Do you mean chicken and rice that you cook hourself? Or chicken and rice flavored dog food? If it is just chicken and rice that you make yourself, then no - it is not balanced. It is fine for a couple meals for a sickly dog, but would not be in the least bit adequate for a puppy. No calcium, for one thing, which is a biggy and so important to a growing puppy. 

I would suggest you do some research and start with dogfoodanalysis.com and find at least a 5 or 6 star puppy food and go from there. I'd ditch the Science Diet for sure and put your puppy on something more nutritious with a high meat content.

There are other alternatives as well... raw or home cooked or canned for example. All require some research, especially home cooked. It requires a slurry of supplements to meet nutritional needs. Raw is easiest as far as the home prepared foods go.

If budget isn't a concern (and shouldn't be unless you are feeding a lot of dogs as chi's don't eat much at all!) then I would recommend and go with ZiwiPeak.
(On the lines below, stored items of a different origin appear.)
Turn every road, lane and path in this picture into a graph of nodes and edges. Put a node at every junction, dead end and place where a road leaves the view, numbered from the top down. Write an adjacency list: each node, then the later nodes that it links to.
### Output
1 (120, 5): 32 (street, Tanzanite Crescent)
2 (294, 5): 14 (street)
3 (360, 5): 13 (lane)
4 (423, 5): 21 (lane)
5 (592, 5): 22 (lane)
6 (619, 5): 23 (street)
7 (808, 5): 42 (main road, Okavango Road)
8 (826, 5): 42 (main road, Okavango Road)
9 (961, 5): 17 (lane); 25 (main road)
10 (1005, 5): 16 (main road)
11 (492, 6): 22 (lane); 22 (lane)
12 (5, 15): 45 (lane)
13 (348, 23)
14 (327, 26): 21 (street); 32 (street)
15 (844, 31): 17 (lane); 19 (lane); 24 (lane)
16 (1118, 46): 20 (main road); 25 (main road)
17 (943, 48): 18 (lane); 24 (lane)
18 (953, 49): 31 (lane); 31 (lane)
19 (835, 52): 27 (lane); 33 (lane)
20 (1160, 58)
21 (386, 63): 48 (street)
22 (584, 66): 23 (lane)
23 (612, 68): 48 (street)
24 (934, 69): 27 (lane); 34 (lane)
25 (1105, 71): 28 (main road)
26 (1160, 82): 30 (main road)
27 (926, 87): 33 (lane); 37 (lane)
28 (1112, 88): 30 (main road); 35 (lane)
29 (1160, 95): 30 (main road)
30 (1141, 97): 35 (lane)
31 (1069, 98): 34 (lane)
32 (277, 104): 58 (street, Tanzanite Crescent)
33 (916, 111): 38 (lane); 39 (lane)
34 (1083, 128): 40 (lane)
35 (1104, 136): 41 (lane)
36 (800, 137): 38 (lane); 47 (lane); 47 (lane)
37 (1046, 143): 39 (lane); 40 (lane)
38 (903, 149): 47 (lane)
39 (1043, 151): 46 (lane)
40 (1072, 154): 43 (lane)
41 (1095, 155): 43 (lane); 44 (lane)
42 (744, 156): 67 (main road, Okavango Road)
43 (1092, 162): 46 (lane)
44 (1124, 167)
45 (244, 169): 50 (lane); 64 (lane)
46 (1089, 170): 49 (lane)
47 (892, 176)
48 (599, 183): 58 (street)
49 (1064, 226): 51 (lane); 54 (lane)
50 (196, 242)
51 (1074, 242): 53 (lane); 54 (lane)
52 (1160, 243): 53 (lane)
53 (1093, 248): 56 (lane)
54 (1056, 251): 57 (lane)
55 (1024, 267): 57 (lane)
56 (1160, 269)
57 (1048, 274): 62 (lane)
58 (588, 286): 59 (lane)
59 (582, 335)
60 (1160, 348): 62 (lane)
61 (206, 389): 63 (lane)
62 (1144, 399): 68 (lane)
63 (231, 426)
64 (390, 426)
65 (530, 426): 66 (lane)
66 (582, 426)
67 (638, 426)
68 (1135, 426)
A top notch fabulous food. There are also foods such as The Honest Kitchen, which is a dehydrated food that you add water to or dehydrated raw such as Stella and Chewy's which is dry patties you crumble and add water and feed. Those are, by far, much better choices than kibble. 

I'm sure if you do some searching around here you will find lots of experiences and recommendations for a great diet for your puppy.


----------



## kesh

Hi 

Thanks for the information, im sure it will really help. 

I meant home prepared rice and chicken. 

I would really like to try one of the brands that you mentioned but the problem is that, here in South Africa(sorry forgot to mention) I have not come across any of those, or perhaps im not looking hard enough.

The only thing I came across in this site is the one by Royal Canine, so I think im going to give it a try.


----------



## kesh

Hi

Thanks for the advice, it has definately helped.

I wold like to try one of the brands that you have suggested but the problem is that here in South Africa, I have not come across those brands. The only brand that I have seen and is mentioned on this site is Royal Canin, which im going to try next.


----------